Cuestionamientos al TSE



Ayer publicamos parte de los señalamientos que el grupo denominado Observador Electoral hace al Tribunal Supremo Electoral y que evidencian demasiadas debilidades que pueden a la postre comprometer no sólo este proceso sino toda la estructura del sistema polí­tico del paí­s. No obstante la enorme asignación de recursos, está demostrado que el problema no es simplemente de dinero para cumplir sus fines, sino de ausencia de una clara dirección y la existencia de factores que evidencian las incapacidades del TSE para ser un absoluto garante del proceso.

Si se confirmara lo que dice el Observador Electoral, en el sentido de que el Tribunal ha favorecido a algunas organizaciones polí­ticas simplemente haciéndose de la vista gorda respecto a exigencias legales y acelerando trámites para inscribirlas o avalar sus decisiones, estarí­amos frente a uno de los casos más serios porque ello significarí­a que así­ como se les tendió la mano para permitir su participación, se podrí­a actuar para facilitarles un resultado electoral alentador.

El otro tema que preocupa es la forma en que el Tribunal se encuentra literalmente atado de manos para actuar bajo la dirección operativa de cuestionados personajes que en el pasado fueron responsables del montaje de los comicios y cuya actuación ha sido, para decir lo menos, sospechosa porque luego han aparecido con enormes ví­nculos con los ganadores. Eso es uno de los factores más difí­ciles de enfrentar, porque el TSE tiene que ser y aparentar, y definitivamente la forma en que su mismo Presidente se refirió a las decisiones respecto a la integración de las juntas municipales y departamentales, es una muestra de que la opinión de la gente les vale un comino y que están aferrados a la idea de que el Tribunal goza intrí­nsecamente de buena fama y confianza, sin darse cuenta que la población intuye y se da cuenta que los cambios ocurridos no han servido para aumentar o siquiera para mantener esos niveles de confianza que fueron tan amplios en el pasado como para pasar por alto hasta el inexplicable apagón en pleno recuento de votos.
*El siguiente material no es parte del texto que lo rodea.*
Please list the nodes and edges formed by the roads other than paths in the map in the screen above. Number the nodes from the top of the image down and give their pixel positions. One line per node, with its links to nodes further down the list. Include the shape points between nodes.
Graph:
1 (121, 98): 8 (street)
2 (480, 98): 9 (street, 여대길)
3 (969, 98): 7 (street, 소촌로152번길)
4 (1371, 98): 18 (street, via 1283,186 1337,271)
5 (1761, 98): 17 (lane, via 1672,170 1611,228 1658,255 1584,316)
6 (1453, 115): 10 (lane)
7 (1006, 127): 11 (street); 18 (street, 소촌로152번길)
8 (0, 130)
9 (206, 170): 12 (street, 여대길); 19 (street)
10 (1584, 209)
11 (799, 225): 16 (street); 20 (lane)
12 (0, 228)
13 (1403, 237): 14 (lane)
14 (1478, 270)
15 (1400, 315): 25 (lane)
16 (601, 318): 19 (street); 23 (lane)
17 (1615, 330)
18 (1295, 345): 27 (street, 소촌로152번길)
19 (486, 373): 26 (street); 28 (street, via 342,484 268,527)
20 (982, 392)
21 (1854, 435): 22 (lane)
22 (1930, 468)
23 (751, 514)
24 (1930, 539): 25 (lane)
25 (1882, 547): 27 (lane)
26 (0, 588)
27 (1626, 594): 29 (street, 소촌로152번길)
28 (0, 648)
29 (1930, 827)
Si con este tribunal y con estas autoridades electorales ocurriera un apagón como el referido, seguramente que no habrí­a la misma tolerancia y los cuestionamientos estarí­an a la orden del dí­a. Y decimos esto simplemente para que los magistrados reflexionen y se den cuenta que no forma parte de sus haberes el pasado mérito y prestigio del TSE y que los niveles de respeto hacia sus funciones son mucho menores, como lo demuestran los señalamientos del mismo Observador Electoral que cuestiona las «facilidades» que se dieron a ciertos partidos para inscribirse en tiempo récord y a marchas forzadas. Por ello es que instamos a los integrantes del Tribunal Supremo Electoral a redoblar esfuerzos por ser y aparentar en el tema de la transparencia electoral.